### WHAT IS NEEDED
Would you set down the data below exactly as shown?

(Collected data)
_ _ _

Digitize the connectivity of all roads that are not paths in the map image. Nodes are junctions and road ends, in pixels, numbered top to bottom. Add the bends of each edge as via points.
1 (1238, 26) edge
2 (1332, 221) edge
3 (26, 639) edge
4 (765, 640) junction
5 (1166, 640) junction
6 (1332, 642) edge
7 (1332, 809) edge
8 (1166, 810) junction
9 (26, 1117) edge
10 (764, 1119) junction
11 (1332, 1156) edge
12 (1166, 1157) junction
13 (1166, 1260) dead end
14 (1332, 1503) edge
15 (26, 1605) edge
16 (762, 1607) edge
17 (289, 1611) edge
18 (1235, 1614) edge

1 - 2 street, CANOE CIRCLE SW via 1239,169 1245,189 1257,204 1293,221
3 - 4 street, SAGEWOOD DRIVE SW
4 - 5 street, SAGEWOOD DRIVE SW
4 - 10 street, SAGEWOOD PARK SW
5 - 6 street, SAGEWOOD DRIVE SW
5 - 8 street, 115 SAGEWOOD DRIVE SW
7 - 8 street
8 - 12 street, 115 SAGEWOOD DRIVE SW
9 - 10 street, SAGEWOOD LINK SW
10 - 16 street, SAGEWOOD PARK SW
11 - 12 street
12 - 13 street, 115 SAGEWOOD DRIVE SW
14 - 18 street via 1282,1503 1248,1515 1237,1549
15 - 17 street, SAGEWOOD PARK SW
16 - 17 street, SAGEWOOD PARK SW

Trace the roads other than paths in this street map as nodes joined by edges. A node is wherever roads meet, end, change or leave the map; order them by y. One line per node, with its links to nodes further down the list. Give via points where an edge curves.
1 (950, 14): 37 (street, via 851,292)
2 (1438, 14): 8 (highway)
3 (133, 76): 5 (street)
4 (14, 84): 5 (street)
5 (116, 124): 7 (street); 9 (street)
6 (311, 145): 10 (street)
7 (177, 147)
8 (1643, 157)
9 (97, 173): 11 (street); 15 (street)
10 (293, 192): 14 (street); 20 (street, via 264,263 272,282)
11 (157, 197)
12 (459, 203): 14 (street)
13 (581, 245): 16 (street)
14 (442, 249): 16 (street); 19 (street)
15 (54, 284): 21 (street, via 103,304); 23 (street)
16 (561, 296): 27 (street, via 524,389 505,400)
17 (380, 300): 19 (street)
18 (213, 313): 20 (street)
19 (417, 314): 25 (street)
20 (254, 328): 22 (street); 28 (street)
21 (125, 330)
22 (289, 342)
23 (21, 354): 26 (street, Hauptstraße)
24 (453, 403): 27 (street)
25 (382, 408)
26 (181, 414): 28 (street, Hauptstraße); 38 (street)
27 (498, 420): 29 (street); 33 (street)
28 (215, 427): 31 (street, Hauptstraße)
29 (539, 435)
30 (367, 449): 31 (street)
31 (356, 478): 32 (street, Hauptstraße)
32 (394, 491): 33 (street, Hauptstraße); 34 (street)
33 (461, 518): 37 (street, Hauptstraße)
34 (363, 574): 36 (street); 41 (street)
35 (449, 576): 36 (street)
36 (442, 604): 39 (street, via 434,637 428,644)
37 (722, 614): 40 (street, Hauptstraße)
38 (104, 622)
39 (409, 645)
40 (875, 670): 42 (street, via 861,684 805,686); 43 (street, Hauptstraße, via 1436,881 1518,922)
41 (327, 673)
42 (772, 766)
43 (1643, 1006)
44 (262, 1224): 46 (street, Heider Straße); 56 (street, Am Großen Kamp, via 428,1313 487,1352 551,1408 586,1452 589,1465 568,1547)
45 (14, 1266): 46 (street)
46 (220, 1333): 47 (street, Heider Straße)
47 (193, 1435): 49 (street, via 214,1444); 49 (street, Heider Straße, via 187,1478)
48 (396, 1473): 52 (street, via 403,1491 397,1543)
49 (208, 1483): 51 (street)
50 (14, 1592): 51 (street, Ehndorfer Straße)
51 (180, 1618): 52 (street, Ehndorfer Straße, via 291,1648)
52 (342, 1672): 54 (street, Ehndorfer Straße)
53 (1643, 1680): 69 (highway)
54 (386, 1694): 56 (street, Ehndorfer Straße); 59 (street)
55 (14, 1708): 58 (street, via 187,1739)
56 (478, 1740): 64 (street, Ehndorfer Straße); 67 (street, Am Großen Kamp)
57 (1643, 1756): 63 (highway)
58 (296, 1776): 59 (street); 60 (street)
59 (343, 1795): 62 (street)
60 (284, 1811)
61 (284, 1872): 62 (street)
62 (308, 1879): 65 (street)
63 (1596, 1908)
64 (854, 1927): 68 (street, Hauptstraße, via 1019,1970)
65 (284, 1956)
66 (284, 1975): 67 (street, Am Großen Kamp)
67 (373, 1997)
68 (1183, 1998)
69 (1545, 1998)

_ _ _

### SOLUTION FOR THIS PROBLEM
Digitize the connectivity of all roads that are not paths in the map image. Nodes are junctions and road ends, in pixels, numbered top to bottom. Add the bends of each edge as via points.
1 (1238, 26) edge
2 (1332, 221) edge
3 (26, 639) edge
4 (765, 640) junction
5 (1166, 640) junction
6 (1332, 642) edge
7 (1332, 809) edge
8 (1166, 810) junction
9 (26, 1117) edge
10 (764, 1119) junction
11 (1332, 1156) edge
12 (1166, 1157) junction
13 (1166, 1260) dead end
14 (1332, 1503) edge
15 (26, 1605) edge
16 (762, 1607) edge
17 (289, 1611) edge
18 (1235, 1614) edge

1 - 2 street, CANOE CIRCLE SW via 1239,169 1245,189 1257,204 1293,221
3 - 4 street, SAGEWOOD DRIVE SW
4 - 5 street, SAGEWOOD DRIVE SW
4 - 10 street, SAGEWOOD PARK SW
5 - 6 street, SAGEWOOD DRIVE SW
5 - 8 street, 115 SAGEWOOD DRIVE SW
7 - 8 street
8 - 12 street, 115 SAGEWOOD DRIVE SW
9 - 10 street, SAGEWOOD LINK SW
10 - 16 street, SAGEWOOD PARK SW
11 - 12 street
12 - 13 street, 115 SAGEWOOD DRIVE SW
14 - 18 street via 1282,1503 1248,1515 1237,1549
15 - 17 street, SAGEWOOD PARK SW
16 - 17 street, SAGEWOOD PARK SW

Trace the roads other than paths in this street map as nodes joined by edges. A node is wherever roads meet, end, change or leave the map; order them by y. One line per node, with its links to nodes further down the list. Give via points where an edge curves.
1 (950, 14): 37 (street, via 851,292)
2 (1438, 14): 8 (highway)
3 (133, 76): 5 (street)
4 (14, 84): 5 (street)
5 (116, 124): 7 (street); 9 (street)
6 (311, 145): 10 (street)
7 (177, 147)
8 (1643, 157)
9 (97, 173): 11 (street); 15 (street)
10 (293, 192): 14 (street); 20 (street, via 264,263 272,282)
11 (157, 197)
12 (459, 203): 14 (street)
13 (581, 245): 16 (street)
14 (442, 249): 16 (street); 19 (street)
15 (54, 284): 21 (street, via 103,304); 23 (street)
16 (561, 296): 27 (street, via 524,389 505,400)
17 (380, 300): 19 (street)
18 (213, 313): 20 (street)
19 (417, 314): 25 (street)
20 (254, 328): 22 (street); 28 (street)
21 (125, 330)
22 (289, 342)
23 (21, 354): 26 (street, Hauptstraße)
24 (453, 403): 27 (street)
25 (382, 408)
26 (181, 414): 28 (street, Hauptstraße); 38 (street)
27 (498, 420): 29 (street); 33 (street)
28 (215, 427): 31 (street, Hauptstraße)
29 (539, 435)
30 (367, 449): 31 (street)
31 (356, 478): 32 (street, Hauptstraße)
32 (394, 491): 33 (street, Hauptstraße); 34 (street)
33 (461, 518): 37 (street, Hauptstraße)
34 (363, 574): 36 (street); 41 (street)
35 (449, 576): 36 (street)
36 (442, 604): 39 (street, via 434,637 428,644)
37 (722, 614): 40 (street, Hauptstraße)
38 (104, 622)
39 (409, 645)
40 (875, 670): 42 (street, via 861,684 805,686); 43 (street, Hauptstraße, via 1436,881 1518,922)
41 (327, 673)
42 (772, 766)
43 (1643, 1006)
44 (262, 1224): 46 (street, Heider Straße); 56 (street, Am Großen Kamp, via 428,1313 487,1352 551,1408 586,1452 589,1465 568,1547)
45 (14, 1266): 46 (street)
46 (220, 1333): 47 (street, Heider Straße)
47 (193, 1435): 49 (street, via 214,1444); 49 (street, Heider Straße, via 187,1478)
48 (396, 1473): 52 (street, via 403,1491 397,1543)
49 (208, 1483): 51 (street)
50 (14, 1592): 51 (street, Ehndorfer Straße)
51 (180, 1618): 52 (street, Ehndorfer Straße, via 291,1648)
52 (342, 1672): 54 (street, Ehndorfer Straße)
53 (1643, 1680): 69 (highway)
54 (386, 1694): 56 (street, Ehndorfer Straße); 59 (street)
55 (14, 1708): 58 (street, via 187,1739)
56 (478, 1740): 64 (street, Ehndorfer Straße); 67 (street, Am Großen Kamp)
57 (1643, 1756): 63 (highway)
58 (296, 1776): 59 (street); 60 (street)
59 (343, 1795): 62 (street)
60 (284, 1811)
61 (284, 1872): 62 (street)
62 (308, 1879): 65 (street)
63 (1596, 1908)
64 (854, 1927): 68 (street, Hauptstraße, via 1019,1970)
65 (284, 1956)
66 (284, 1975): 67 (street, Am Großen Kamp)
67 (373, 1997)
68 (1183, 1998)
69 (1545, 1998)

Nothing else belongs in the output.